En cuanto a Mina, la joven intrigaba a la diosa. Cierto, Zeboim la había menospreciado durante la conversación sostenida entre las dos, pero todo había sido un montaje. Nunca otorgaba a un mortal el poder que implicaba dejar ver que gozaba más de su favor que los demás.

Aunque Zeboim había despreciado a Takhisis, tenía que admitir que su madre tenía talento para encontrar buenos servidores, y la tal Mina era osada e inteligente, valerosa y fiel; toda una alhaja entre los mortales. Quería que Mina la adorara, y mientras veía cómo el velero llegaba sin problemas a la costa y la joven bajaba de él, cargada con el envoltorio en el que llevaba el yelmo del Caballero de la Muerte, la diosa barajó distintos planes para intentar ganársela.

Y, por las apariencias, la cosa no podía empezar mejor. El santuario de la Diosa del Mar fue al primer sitio al que acudió la chica después de desembarcar para dar las gracias por el viaje exento de peligros. La oración de Mina fue cortés y adecuadamente respetuosa, y, aunque Zeboim habría preferido más adulación y tal vez incluso unas cuantas lágrimas sinceras, se sintió satisfecha. Se envolvió en nubes de tormenta y, al no tener nada mejor que hacer, regresó al Alcázar de las Tormentas para arrastrar el alma de Krell de vuelta a su prisión, desde fuera cual fuera el plano inmortal en el que se hallara. A lo mejor el desdichado acariciaba la idea de que podía esconderse de ella.

Una ráfaga de viento y un destello de relámpago anunciaron su llegada a la Torre del Lirio. Se cruzó de brazos y contempló fijamente la armadura vacía con una sonrisa malévola.

—Sin duda tu alma miserable corre en círculos intentando encontrar el camino para escabullirse de esta existencia maldita, Krell. Tal vez piensas que escaparás de mí esta vez. No vas a tener esa suerte. Mi brazo es largo y llega lejos.

Zeboim adecuó los actos a las palabras. Extendió el brazo y buscó dentro de la armadura.

—Sólo tengo que agarrarte por el pelo y sacarte a rastras... Esperando ver el alma de Krell, acobardada y gemebunda, retorciéndose entre sus dedos, Zeboim sacó la mano y se la miró. Estaba vacía.

Zeboim miró el plano inmortal en busca del alma de Krell. Estaba vacío.

La diosa golpeó la armadura metálica, que se desintegró en fragmentos pequeños como motas de polvo.

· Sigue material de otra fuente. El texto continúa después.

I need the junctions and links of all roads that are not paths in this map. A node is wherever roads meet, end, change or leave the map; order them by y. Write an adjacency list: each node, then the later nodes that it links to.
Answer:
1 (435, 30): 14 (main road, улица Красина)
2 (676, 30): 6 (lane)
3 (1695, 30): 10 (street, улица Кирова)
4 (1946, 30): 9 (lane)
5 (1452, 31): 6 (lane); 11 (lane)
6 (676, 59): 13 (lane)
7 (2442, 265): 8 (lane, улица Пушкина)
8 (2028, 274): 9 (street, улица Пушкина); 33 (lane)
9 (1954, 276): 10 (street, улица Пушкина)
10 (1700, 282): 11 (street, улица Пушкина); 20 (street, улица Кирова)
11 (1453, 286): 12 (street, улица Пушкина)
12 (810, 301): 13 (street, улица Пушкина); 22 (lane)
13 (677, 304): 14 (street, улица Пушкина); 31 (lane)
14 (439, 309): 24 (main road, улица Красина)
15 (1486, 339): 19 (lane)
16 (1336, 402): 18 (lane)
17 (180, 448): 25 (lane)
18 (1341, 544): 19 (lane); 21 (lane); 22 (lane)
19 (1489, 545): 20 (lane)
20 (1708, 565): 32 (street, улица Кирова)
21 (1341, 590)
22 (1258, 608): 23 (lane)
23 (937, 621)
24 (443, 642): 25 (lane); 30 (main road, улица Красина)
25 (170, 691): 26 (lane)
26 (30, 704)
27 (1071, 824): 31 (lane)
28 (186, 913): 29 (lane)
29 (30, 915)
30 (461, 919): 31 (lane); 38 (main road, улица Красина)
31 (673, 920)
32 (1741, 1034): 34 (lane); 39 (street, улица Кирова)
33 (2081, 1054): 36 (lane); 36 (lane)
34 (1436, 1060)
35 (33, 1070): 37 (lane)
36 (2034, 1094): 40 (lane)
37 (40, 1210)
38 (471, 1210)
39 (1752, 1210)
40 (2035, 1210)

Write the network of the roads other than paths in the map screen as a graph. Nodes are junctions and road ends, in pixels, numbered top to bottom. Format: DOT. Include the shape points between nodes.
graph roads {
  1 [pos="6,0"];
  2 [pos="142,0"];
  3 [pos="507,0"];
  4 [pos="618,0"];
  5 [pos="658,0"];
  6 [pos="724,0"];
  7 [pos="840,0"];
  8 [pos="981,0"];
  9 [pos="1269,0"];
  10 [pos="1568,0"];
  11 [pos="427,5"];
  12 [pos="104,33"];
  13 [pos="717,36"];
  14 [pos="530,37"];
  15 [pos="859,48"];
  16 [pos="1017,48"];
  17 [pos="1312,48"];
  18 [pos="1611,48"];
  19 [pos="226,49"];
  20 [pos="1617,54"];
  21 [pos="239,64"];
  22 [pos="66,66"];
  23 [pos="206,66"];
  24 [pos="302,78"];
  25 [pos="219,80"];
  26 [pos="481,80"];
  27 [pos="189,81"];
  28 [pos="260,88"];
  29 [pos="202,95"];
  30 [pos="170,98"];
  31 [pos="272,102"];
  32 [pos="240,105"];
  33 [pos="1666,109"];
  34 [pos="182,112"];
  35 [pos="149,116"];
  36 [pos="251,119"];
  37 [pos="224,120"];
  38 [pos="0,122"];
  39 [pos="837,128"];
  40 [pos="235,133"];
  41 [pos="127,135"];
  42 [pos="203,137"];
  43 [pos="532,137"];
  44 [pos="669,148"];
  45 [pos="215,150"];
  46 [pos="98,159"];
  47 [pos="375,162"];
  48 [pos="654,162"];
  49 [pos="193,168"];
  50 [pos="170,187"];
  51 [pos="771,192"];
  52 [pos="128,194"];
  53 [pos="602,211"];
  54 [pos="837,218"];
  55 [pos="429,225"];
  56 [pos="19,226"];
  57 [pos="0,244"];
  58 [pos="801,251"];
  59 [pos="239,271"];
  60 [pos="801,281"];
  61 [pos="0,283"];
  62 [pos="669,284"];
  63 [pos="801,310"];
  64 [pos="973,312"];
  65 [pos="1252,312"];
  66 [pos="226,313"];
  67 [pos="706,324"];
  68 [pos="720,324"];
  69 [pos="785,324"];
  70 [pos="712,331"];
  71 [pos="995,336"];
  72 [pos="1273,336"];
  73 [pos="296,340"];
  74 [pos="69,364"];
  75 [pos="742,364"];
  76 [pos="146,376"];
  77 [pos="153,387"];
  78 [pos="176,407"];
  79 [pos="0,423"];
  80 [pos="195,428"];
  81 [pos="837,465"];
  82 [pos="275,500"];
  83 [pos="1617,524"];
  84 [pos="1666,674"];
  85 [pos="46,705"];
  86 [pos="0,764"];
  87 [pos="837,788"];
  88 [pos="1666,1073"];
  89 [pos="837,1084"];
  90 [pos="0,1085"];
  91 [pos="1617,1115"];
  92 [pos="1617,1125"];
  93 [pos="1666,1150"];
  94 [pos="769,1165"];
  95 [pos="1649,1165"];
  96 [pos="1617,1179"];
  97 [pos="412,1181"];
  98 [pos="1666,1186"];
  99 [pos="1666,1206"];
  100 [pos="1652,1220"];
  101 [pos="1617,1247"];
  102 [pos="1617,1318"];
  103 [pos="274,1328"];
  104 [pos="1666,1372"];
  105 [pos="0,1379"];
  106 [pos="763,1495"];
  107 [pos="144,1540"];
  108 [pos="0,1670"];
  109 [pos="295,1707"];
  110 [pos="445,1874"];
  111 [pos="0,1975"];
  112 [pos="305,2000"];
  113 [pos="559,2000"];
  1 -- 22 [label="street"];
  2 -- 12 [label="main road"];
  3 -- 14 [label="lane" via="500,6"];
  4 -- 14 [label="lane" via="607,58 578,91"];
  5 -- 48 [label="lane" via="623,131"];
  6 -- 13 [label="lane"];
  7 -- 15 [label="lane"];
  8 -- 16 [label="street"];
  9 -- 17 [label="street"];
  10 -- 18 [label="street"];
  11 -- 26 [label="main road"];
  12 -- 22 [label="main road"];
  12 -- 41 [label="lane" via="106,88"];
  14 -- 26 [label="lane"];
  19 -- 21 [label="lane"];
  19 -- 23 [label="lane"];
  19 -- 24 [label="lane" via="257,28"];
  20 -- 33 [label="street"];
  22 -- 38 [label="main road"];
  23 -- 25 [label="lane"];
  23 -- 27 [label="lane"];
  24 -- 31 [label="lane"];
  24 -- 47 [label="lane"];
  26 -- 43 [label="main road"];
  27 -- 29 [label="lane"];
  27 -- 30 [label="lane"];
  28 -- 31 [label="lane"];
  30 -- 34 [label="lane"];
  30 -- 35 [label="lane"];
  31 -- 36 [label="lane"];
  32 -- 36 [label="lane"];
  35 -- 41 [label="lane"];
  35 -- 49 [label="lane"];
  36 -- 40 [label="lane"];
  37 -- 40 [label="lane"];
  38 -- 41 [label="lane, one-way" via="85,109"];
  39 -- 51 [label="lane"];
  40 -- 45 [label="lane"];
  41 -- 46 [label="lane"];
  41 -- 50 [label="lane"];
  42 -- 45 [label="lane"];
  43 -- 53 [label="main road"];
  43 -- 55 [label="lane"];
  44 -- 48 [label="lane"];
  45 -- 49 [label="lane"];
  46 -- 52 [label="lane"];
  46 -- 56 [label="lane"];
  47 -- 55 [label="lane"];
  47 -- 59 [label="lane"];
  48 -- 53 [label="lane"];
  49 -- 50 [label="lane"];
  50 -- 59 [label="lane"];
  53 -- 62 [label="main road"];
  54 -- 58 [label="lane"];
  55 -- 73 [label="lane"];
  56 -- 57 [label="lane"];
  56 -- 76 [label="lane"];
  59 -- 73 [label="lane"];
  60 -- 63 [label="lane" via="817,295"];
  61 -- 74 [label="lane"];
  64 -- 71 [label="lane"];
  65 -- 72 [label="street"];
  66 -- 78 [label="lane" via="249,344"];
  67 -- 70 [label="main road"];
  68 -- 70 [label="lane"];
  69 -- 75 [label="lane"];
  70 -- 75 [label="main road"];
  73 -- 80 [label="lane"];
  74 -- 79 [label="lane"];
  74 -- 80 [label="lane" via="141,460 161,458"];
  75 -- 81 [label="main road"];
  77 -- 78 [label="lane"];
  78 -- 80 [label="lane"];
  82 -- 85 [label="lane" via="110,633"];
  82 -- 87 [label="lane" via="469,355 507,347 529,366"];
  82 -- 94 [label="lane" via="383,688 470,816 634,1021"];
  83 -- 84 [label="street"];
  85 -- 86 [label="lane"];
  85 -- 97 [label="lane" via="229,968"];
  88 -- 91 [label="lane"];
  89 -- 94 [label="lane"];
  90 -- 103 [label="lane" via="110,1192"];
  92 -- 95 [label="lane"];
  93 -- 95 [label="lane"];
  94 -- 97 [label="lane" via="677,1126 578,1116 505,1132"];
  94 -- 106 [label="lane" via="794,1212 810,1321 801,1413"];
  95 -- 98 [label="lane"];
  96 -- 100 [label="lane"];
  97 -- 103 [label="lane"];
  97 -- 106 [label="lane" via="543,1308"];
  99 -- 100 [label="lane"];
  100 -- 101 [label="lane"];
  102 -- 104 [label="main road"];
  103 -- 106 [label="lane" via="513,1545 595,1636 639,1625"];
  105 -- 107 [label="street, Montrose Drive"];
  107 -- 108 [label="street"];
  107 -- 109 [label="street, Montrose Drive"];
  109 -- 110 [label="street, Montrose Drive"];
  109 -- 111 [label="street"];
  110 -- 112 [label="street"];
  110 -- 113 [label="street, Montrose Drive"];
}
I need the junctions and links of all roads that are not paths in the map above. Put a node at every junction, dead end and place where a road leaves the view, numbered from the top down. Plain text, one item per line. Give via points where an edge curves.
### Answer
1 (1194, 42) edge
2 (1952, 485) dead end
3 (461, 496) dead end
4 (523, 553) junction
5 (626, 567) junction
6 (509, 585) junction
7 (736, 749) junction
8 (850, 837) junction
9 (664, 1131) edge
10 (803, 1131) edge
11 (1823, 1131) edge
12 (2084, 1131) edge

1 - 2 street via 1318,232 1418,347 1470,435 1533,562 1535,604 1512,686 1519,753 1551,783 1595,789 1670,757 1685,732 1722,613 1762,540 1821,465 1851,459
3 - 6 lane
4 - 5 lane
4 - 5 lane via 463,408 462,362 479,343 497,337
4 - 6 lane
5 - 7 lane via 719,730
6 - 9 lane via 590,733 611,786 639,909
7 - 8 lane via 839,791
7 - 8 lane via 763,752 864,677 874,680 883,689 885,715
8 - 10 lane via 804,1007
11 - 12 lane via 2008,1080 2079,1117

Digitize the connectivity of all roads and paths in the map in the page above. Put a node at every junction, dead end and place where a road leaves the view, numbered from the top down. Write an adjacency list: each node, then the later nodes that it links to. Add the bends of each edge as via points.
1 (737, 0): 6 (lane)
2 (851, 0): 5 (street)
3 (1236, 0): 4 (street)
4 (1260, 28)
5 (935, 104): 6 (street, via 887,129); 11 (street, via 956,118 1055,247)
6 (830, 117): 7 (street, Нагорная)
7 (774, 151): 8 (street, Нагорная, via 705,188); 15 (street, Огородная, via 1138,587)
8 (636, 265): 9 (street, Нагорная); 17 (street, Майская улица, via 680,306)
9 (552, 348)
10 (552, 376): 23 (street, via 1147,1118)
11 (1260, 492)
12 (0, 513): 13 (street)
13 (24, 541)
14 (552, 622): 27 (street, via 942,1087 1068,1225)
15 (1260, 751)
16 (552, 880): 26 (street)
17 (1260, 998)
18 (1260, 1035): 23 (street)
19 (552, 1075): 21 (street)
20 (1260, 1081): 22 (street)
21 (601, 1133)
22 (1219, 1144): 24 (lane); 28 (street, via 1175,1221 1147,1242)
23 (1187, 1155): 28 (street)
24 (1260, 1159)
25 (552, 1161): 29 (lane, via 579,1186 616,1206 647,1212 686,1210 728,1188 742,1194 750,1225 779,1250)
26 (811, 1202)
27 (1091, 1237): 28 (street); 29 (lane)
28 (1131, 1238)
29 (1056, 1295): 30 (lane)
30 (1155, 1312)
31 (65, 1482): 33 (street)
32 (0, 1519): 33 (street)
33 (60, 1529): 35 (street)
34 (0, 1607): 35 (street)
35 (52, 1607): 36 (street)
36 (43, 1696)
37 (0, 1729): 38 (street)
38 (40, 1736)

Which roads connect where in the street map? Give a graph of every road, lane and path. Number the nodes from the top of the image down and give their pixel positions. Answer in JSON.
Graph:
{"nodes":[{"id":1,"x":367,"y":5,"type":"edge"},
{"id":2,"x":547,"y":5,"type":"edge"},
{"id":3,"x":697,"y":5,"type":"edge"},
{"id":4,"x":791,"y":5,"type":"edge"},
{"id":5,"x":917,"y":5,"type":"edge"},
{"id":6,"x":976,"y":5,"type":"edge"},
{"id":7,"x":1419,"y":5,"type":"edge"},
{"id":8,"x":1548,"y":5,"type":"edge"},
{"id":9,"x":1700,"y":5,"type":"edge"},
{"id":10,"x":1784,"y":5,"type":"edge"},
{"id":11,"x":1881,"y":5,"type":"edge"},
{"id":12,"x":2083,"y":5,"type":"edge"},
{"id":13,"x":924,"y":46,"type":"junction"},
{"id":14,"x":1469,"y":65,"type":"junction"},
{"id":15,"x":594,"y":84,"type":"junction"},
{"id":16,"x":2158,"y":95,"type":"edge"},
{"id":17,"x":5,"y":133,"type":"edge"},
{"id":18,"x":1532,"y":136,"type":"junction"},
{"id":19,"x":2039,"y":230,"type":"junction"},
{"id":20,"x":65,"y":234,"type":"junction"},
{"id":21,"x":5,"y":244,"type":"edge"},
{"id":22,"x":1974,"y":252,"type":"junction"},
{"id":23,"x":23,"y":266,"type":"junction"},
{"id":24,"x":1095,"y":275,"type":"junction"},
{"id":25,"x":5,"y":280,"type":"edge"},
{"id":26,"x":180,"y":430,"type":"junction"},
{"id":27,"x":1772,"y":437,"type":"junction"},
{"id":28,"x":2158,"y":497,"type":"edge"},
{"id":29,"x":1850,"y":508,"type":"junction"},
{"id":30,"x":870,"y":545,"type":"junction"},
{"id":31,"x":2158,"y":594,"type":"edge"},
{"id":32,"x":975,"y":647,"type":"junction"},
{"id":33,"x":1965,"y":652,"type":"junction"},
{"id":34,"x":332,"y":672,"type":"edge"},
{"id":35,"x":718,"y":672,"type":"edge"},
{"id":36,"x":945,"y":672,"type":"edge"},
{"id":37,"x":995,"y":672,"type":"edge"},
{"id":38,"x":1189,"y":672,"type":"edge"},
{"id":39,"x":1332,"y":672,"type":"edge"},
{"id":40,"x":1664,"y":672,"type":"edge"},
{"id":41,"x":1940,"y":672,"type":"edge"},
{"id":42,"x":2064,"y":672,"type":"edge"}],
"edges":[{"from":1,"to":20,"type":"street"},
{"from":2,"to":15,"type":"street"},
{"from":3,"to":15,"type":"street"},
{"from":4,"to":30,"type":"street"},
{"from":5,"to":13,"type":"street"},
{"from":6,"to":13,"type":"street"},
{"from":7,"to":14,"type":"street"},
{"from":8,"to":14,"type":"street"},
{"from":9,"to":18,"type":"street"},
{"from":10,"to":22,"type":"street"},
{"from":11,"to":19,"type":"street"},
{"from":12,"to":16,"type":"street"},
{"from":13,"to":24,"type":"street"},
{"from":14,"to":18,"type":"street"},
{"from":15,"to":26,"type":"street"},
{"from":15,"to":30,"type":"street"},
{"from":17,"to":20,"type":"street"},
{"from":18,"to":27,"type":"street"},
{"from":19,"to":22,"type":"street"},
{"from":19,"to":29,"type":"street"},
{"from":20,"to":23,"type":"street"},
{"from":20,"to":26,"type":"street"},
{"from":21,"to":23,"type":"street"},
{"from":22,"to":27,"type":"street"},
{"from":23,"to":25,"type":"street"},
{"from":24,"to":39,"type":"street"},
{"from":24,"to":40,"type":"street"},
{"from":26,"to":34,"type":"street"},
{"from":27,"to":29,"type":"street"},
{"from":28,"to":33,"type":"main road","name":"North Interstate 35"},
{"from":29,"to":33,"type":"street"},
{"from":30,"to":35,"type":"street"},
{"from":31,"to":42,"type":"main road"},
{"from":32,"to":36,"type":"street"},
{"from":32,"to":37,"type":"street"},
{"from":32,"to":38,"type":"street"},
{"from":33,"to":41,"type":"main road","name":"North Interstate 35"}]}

Estaba vacía. Dentro no se escondía nada para intentar escapar de su ira.

Rápida como un viento huracanado, Zeboim recorrió el alcázar y rebuscó en cada grieta y en cada rincón. Estuvo tentada de demoler la fortaleza, piedra a piedra, pero sólo perdería el tiempo. Comprendió la verdad. La supo en el momento que tocó la armadura vacía. Detestaba admitirlo.